19.1 Algorithms

Specification

The textbook has a good section (Chapter 23 Langfield and Duddell ) on the different algorithms. This page will add, rather than replace that information.

Linear/Binary Search

Sort Comparison

Here is an interesting video comparing different sort algorithms.  You'll notice bubble sort is the worst performing.  CIE only require you to know insertion and bubble sort from these.

Here are some of the same algorithms again, but in colour and with sound representing the sorted elements.

Finally, a more spaced out, hypnotic version.



If you are interested in making your own visualisation, check out the Coding Train video (it uses Processing (Java)).

Bubble Sort

Here is my implementation of the bubble sort in VB,NET (from lesson 4).  I have also included an output of the elements following the sort.

Dim Array() = {33, 6, 5, 8, 3, 11, 1}

Dim OuterLoop, InnerLoop, Temp, Length As Integer

Length = Array.Length

For OuterLoop = Length - 1 To 1 Step -1

     For InnerLoop = 0 To OuterLoop - 1

         If Array(InnerLoop) > Array(InnerLoop + 1) Then  ' Compare elements

             Temp = Array(InnerLoop)

             Array(InnerLoop) = Array(InnerLoop + 1)

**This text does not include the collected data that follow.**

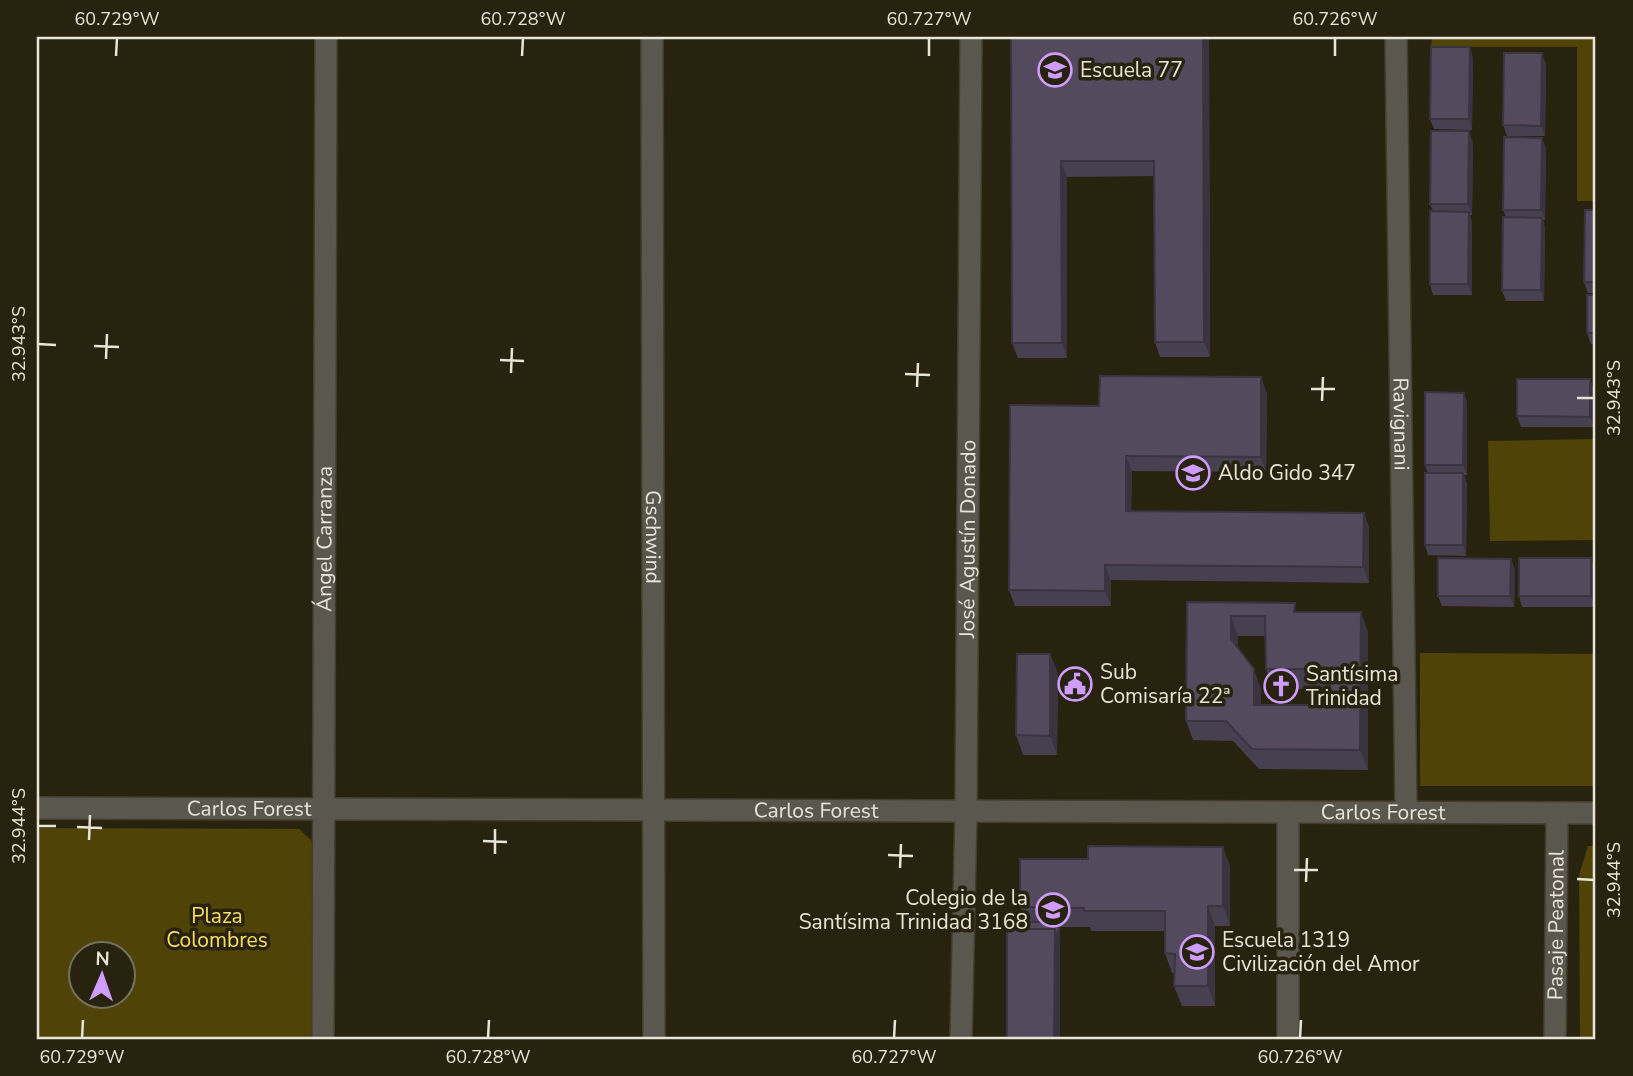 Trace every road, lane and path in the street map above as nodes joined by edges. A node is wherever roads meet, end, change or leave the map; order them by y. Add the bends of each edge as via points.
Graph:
1 (326, 37) edge
2 (652, 37) edge
3 (971, 37) edge
4 (1396, 37) edge
5 (37, 808) edge
6 (324, 811) junction
7 (652, 811) junction
8 (966, 812) junction
9 (1288, 812) junction
10 (1406, 812) junction
11 (1557, 813) junction
12 (1596, 813) edge
13 (323, 1039) edge
14 (654, 1039) edge
15 (961, 1039) edge
16 (1288, 1039) edge
17 (1555, 1039) edge

1 - 6 street, Ángel Carranza
2 - 7 street, Gschwind
3 - 8 street, José Agustín Donado
4 - 10 street, Ravignani
5 - 6 street, Carlos Forest
6 - 7 street, Carlos Forest
6 - 13 street, Ángel Carranza
7 - 8 street, Carlos Forest
7 - 14 street, Gschwind
8 - 9 street, Carlos Forest
8 - 15 street, José Agustín Donado
9 - 10 street, Carlos Forest
9 - 16 street
10 - 11 street, Carlos Forest
11 - 12 street, Carlos Forest
11 - 17 street, Pasaje Peatonal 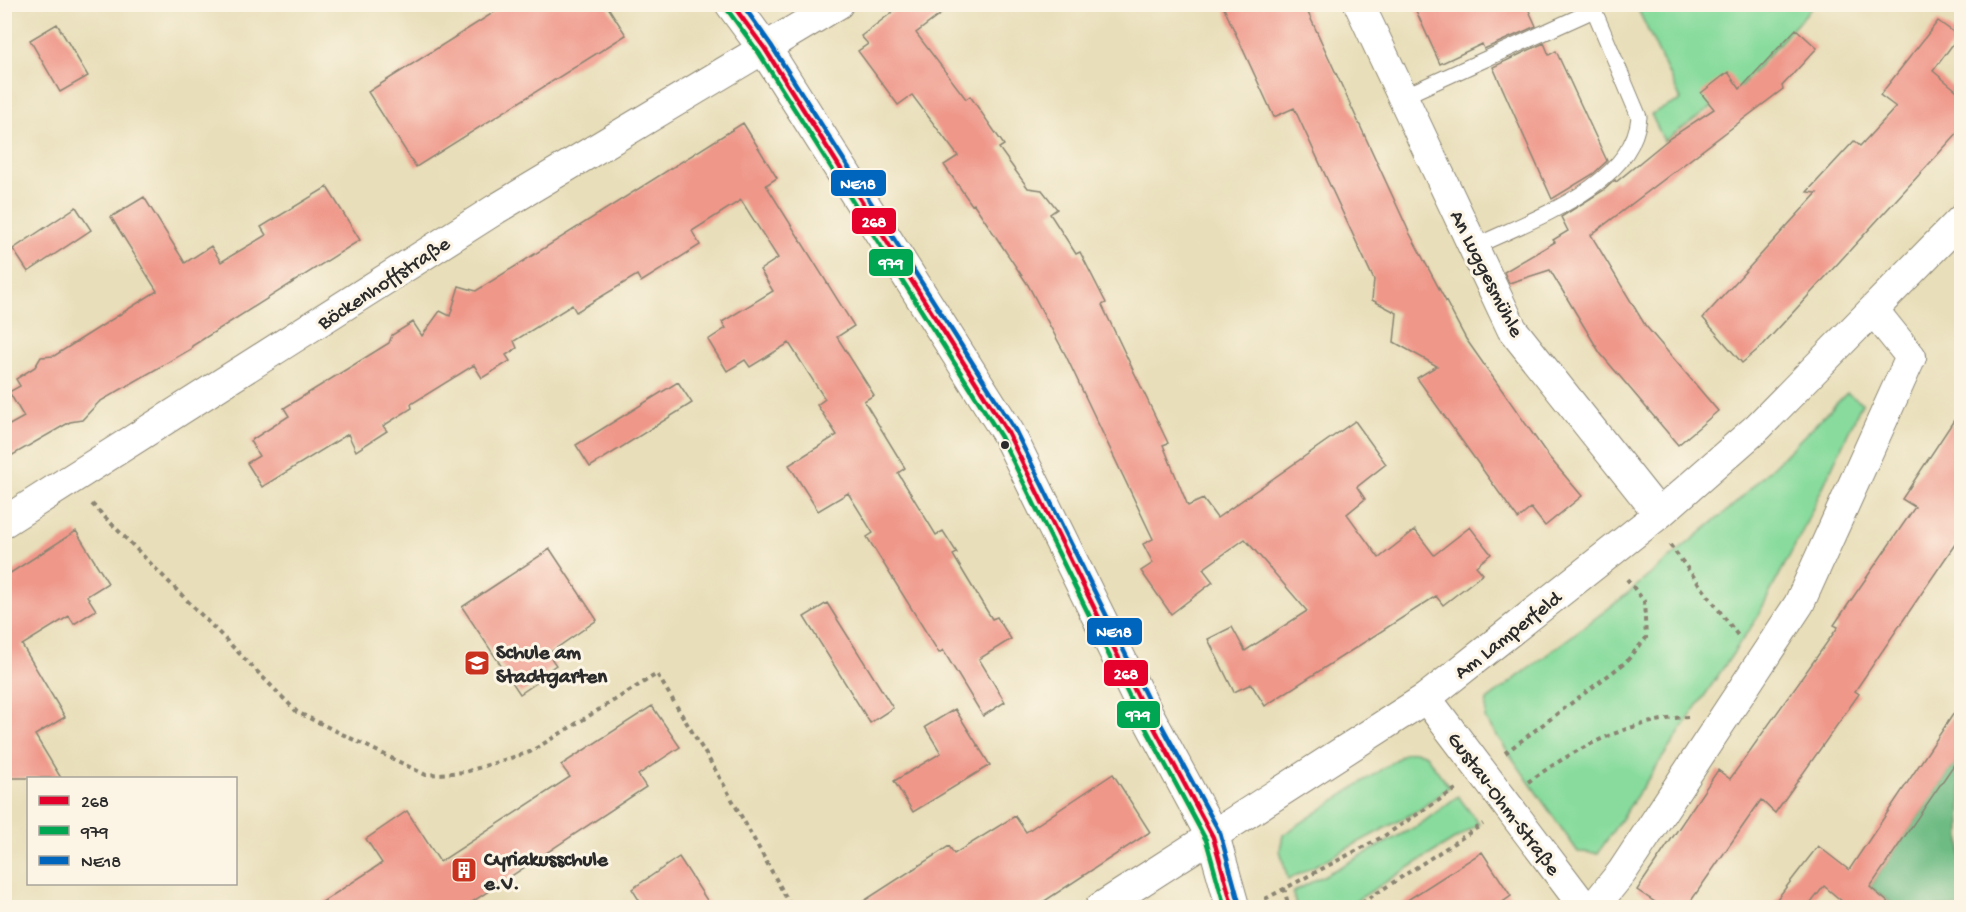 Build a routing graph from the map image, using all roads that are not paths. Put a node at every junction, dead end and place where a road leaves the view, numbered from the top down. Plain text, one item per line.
1 (732, 4) edge
2 (838, 4) edge
3 (1359, 4) edge
4 (765, 49) junction
5 (1402, 97) junction
6 (1962, 219) edge
7 (1474, 247) junction
8 (1874, 311) junction
9 (1655, 517) junction
10 (4, 522) edge
11 (1426, 698) junction
12 (1213, 837) junction
13 (1100, 908) edge
14 (1233, 908) edge
15 (1585, 908) edge
16 (1593, 908) edge

1 - 4 main road
2 - 4 street, Böckenhoffstraße
3 - 5 street, An Luggesmühle
4 - 10 street, Böckenhoffstraße
4 - 12 main road
5 - 7 street, An Luggesmühle
5 - 7 lane
6 - 8 street, Am Lamperfeld
7 - 9 street, An Luggesmühle
8 - 9 street, Am Lamperfeld
8 - 16 street
9 - 11 street, Am Lamperfeld
11 - 12 street, Am Lamperfeld
11 - 15 street, Gustav-Ohm-Straße
12 - 13 street, Am Lamperfeld
12 - 14 main road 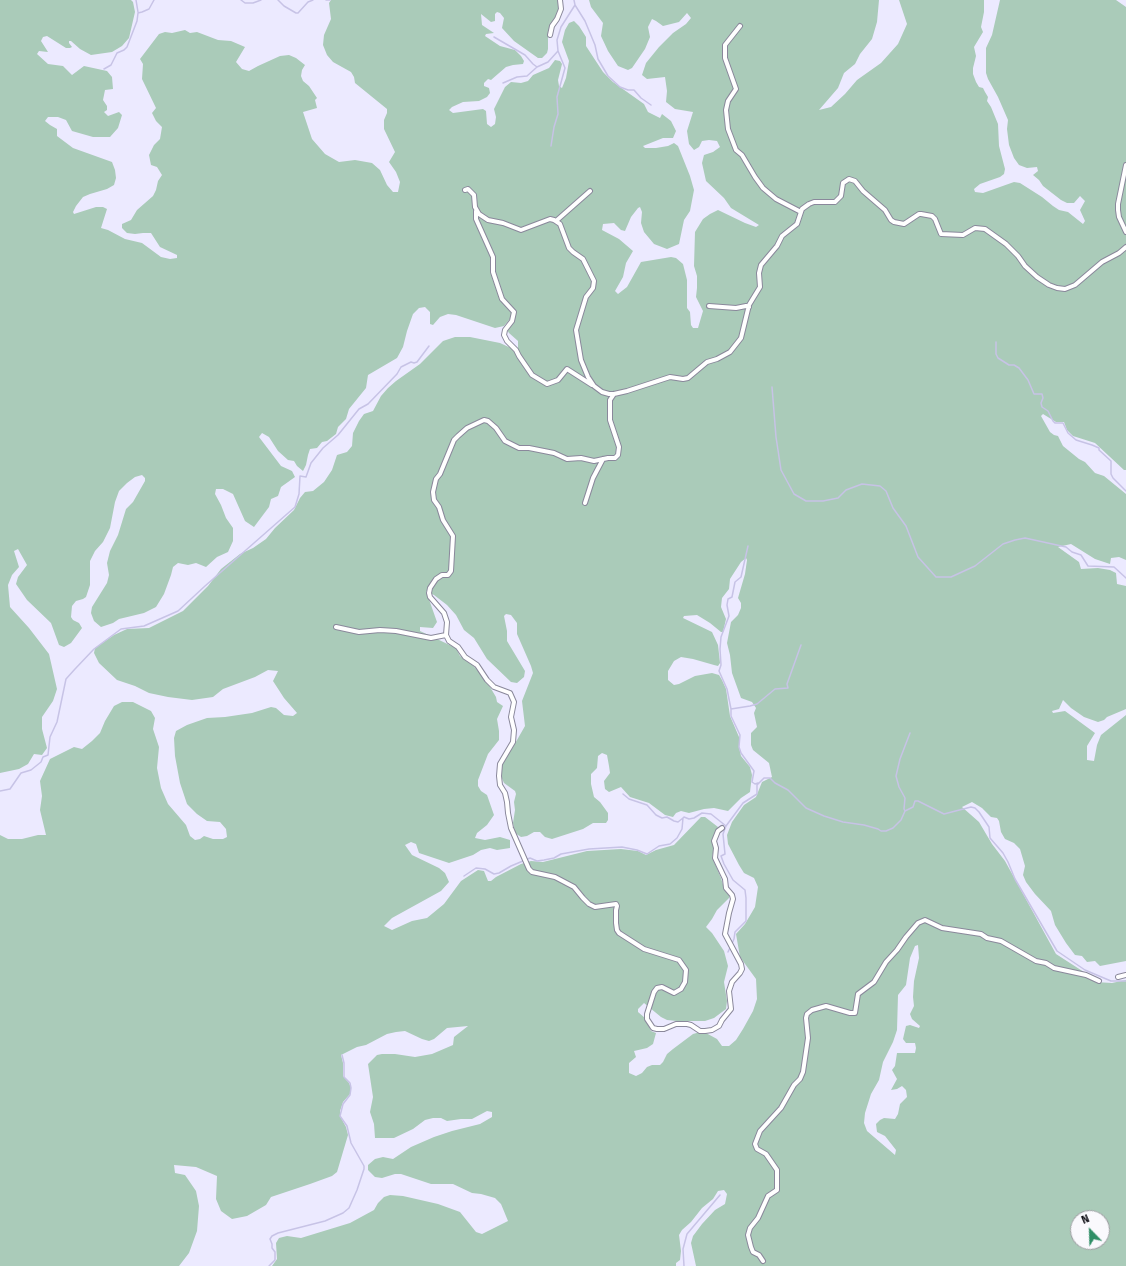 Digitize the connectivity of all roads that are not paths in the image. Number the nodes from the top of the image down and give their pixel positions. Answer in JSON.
{"nodes":[{"id":1,"x":560,"y":0,"type":"edge"},
{"id":2,"x":740,"y":26,"type":"dead end"},
{"id":3,"x":550,"y":35,"type":"dead end"},
{"id":4,"x":1126,"y":165,"type":"edge"},
{"id":5,"x":465,"y":190,"type":"dead end"},
{"id":6,"x":590,"y":191,"type":"dead end"},
{"id":7,"x":476,"y":210,"type":"junction"},
{"id":8,"x":801,"y":212,"type":"junction"},
{"id":9,"x":556,"y":221,"type":"junction"},
{"id":10,"x":1126,"y":232,"type":"edge"},
{"id":11,"x":1126,"y":247,"type":"edge"},
{"id":12,"x":709,"y":306,"type":"dead end"},
{"id":13,"x":749,"y":307,"type":"junction"},
{"id":14,"x":594,"y":386,"type":"junction"},
{"id":15,"x":614,"y":394,"type":"junction"},
{"id":16,"x":604,"y":459,"type":"junction"},
{"id":17,"x":585,"y":503,"type":"dead end"},
{"id":18,"x":336,"y":627,"type":"dead end"},
{"id":19,"x":446,"y":635,"type":"junction"},
{"id":20,"x":722,"y":828,"type":"dead end"},
{"id":21,"x":1126,"y":975,"type":"edge"},
{"id":22,"x":1118,"y":977,"type":"dead end"},
{"id":23,"x":1099,"y":981,"type":"dead end"},
{"id":24,"x":763,"y":1261,"type":"dead end"}],
"edges":[{"from":1,"to":3,"type":"street"},
{"from":2,"to":8,"type":"street"},
{"from":4,"to":10,"type":"street"},
{"from":5,"to":7,"type":"street"},
{"from":6,"to":9,"type":"street"},
{"from":7,"to":9,"type":"street"},
{"from":7,"to":14,"type":"street"},
{"from":8,"to":11,"type":"street"},
{"from":8,"to":13,"type":"street"},
{"from":9,"to":14,"type":"street"},
{"from":12,"to":13,"type":"street"},
{"from":13,"to":15,"type":"street"},
{"from":14,"to":15,"type":"street"},
{"from":15,"to":16,"type":"street"},
{"from":16,"to":17,"type":"street"},
{"from":16,"to":19,"type":"street"},
{"from":18,"to":19,"type":"street"},
{"from":19,"to":20,"type":"street"},
{"from":21,"to":22,"type":"street"},
{"from":23,"to":24,"type":"street"}]} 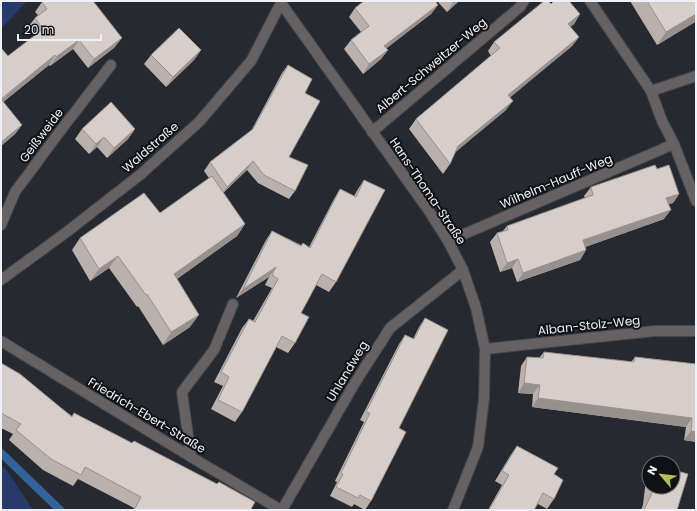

             Array(InnerLoop + 1) = Temp

         End If

     Next InnerLoop

 Next OuterLoop

For Each a As Integer In Array

     Console.WriteLine(a)

Next

Console.ReadLine()

The textbook on page 149 gives a more improved version of the algorithm that replaces the outer loop with a WHILE loop that ends execution once the inner loop completes without making any swaps.  Try and re-create this with the code above.

Insertion Sort

Efficiency of bubble sort vs. insertion sort 

Insertion sort can perform much more efficiently than bubble sort as the routine will stop once a given value is in position, whereas bubble sort cannot do this.  However, a well written bubble sort (as shown in the text book) can abort if no swaps have been made, which insertion sort will not.  Therefore, in best case (pre-sorted), bubble sort is far more efficient; however, given an almost-sorted list, insertion sort will blitz bubble sort .Insertion sort is generally more efficient, although both are O(n2).  

Insertion sort will also perform faster asymptotically, despite having the same O(N^2). Specifically, Insertion is faster than Bubble because of what occurs in each pass: Bubble Sort swaps through all remaining unsorted values, moving one to the bottom. Insertion Sort swaps a value up into already-sorted values, stopping at the right place.

Once a pass starts, Bubble Sort must see it through to the end. Insertion bails early. They’re both adaptive, as they both sense when they don’t need another pass.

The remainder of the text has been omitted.